## Task
I need the lines below from the one with "middle dip: (343, 230)" down to the one with "thumb ip: (192, 286)" reproduced exactly, both ends included, and nothing else.

## Records for processing
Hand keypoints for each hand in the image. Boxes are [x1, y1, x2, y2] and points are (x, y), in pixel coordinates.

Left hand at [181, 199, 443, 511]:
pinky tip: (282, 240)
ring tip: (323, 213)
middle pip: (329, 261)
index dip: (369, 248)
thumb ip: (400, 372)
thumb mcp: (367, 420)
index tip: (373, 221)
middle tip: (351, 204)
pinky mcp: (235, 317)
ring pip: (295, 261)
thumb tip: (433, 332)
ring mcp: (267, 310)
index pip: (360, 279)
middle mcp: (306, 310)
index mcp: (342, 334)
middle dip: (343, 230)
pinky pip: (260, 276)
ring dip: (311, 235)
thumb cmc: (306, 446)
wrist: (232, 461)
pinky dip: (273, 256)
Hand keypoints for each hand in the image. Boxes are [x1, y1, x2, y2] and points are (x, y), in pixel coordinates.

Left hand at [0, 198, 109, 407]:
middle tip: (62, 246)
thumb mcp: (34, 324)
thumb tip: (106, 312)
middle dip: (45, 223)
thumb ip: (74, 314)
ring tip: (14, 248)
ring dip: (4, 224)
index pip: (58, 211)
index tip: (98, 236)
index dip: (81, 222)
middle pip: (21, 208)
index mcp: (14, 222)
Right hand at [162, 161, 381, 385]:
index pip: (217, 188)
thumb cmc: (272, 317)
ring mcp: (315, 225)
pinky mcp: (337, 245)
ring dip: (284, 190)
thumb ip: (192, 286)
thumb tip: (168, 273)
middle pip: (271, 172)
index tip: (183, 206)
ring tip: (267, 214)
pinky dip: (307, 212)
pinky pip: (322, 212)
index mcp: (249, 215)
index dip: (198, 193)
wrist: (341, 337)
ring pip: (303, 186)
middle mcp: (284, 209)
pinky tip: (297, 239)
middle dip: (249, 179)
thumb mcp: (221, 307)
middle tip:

## Exercise response
middle dip: (343, 230)
pinky pip: (260, 276)
ring dip: (311, 235)
thumb cmc: (306, 446)
wrist: (232, 461)
pinky dip: (273, 256)
Hand keypoints for each hand in the image. Boxes are [x1, y1, x2, y2] and points are (x, y), in pixel coordinates.

Left hand at [0, 198, 109, 407]:
middle tip: (62, 246)
thumb mcp: (34, 324)
thumb tip: (106, 312)
middle dip: (45, 223)
thumb ip: (74, 314)
ring tip: (14, 248)
ring dip: (4, 224)
index pip: (58, 211)
index tip: (98, 236)
index dip: (81, 222)
middle pip: (21, 208)
index mcp: (14, 222)
Right hand at [162, 161, 381, 385]:
index pip: (217, 188)
thumb cmc: (272, 317)
ring mcp: (315, 225)
pinky mcp: (337, 245)
ring dip: (284, 190)
thumb ip: (192, 286)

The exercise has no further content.